Wedding guests danced to the Alan Partridge audiobook | ...And Ed Gamble and James Acaster were there

Wedding guests danced to the Alan Partridge audiobook

...And Ed Gamble and James Acaster were there

comedyJames Acaster and Ed Gamble said they once saw guests dancing to an Alan Partridge audiobook at a wedding disco.

The pair shared their anecdote with Steve Coogan on their Off Menu podcast, and he replied simply: ‘Wow.’

Acaster told him: ‘We were both at a wedding once where the in the evening there was a DJ… and people could like do the Silent Disco thing with the headphones. 

‘And I noticed that some some of them had a green light on, and some of them had a red light and it turned out there was a switch you could flick and it was the first Partridge audiobook. And people just listened to that at the wedding. 

‘Really?’ Coogan said.

‘Yeah, it was one like music channel and then you look around the dancefloor and some people were just stood there laughing and they were listening to the Partridge audio.’

‘Wow,’ said Coogan. ‘Dancing to…  wow. You need to get out more.’

The comic star also spoke about what he liked in comedy.

‘A polished mediocrity, I'm less interested in,’ he said. ‘I can see why people quite like it. It's like an easy read, isn't it? Like an airport novel’.

‘[When people mention] a kind of a journeyman… people go "he’s really good, isn't he?" I go, "he's all right". That's my response to most of them. 

‘But what I like is when I see someone where  I can't quite figure out why they're why they're funny.  Tim Key, for example.When I met him that it must be 15/16 years ago. He auditioned for me when he was in his early days. I remember watching him and he's making me laugh, and I couldn't figure out why he was funny. That's always much more interesting to me.

‘With Tim Key I couldn't see what he was  doing. I didn't understand what what was going on. Why I was laughing?  Or why what he was doing was funny.  I was a bit lost. And that's weirdly exciting, because I don't understand that I can't deconstruct it.’

Coogan has frequently worked with Key, including on the BBC One programme This Time With Alan Partridge and the sitcomThe Witchfinder – which was made by his production company Baby Cow.

He added: ‘Things that are interesting and different and and not not perfect are more interesting to me.

‘I was quite challenged when I started working with Armando Iannucci and Patrick Marber. I had to learn to go down that avenue of of experimenting and potentially failing to discover different, more interesting ways of being funny.’

Coogan concluded ‘If you're very very professional in this business and you consistently deliver stuff which is just above average you can have a very long career… and good luck to those people’ – but that was not for him.’

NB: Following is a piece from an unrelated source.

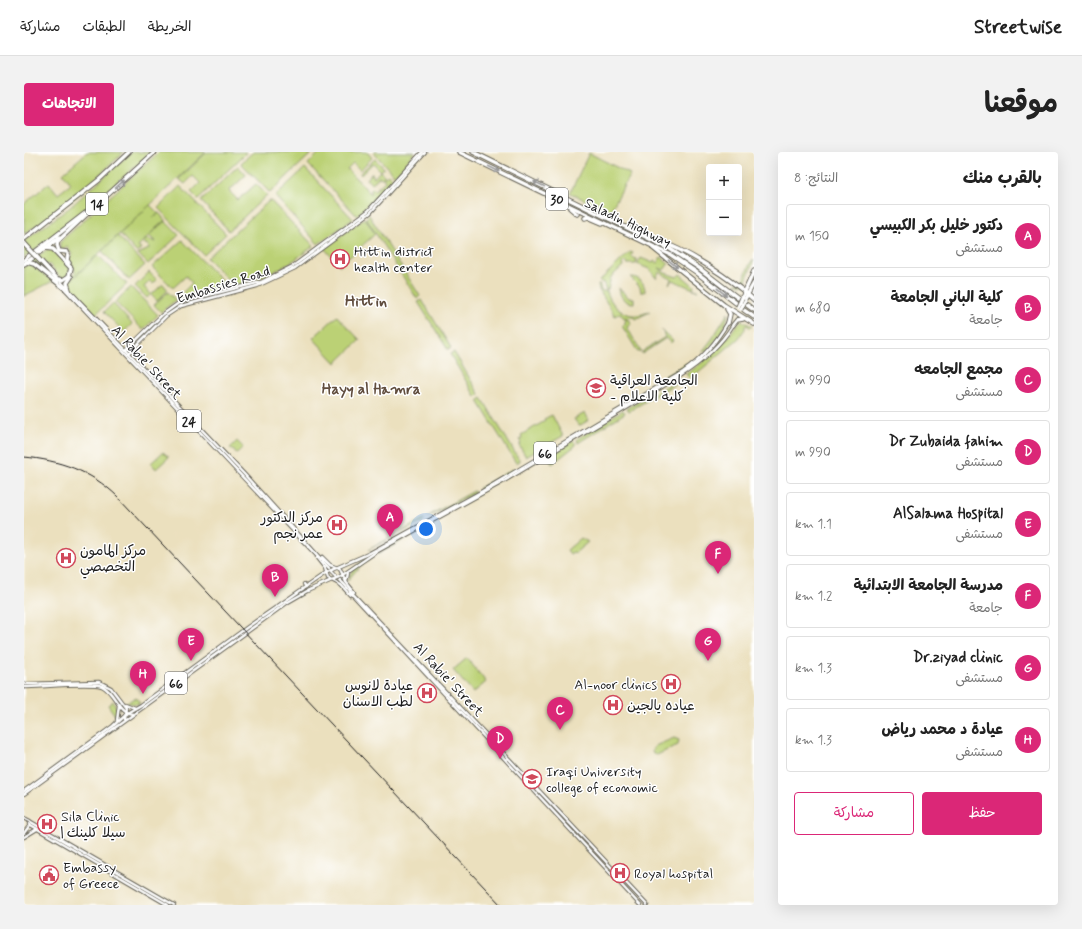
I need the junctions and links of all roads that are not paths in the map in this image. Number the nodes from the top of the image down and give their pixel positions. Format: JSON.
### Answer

Coogan’s Off Menu interview has also attracted headlines in royalist newspapers because of his criticism of the Monarchy.

He said: ‘Most people who are into [the Royal family] are flag-waving people who, I think, are kind of idiots because they support a power structure that keeps a foot on the throat of working-class people and I’m just not really keen on that type of people.

"But having said that, the Queen worked very hard so she was alright – the rest of them, they’re problematic for me.’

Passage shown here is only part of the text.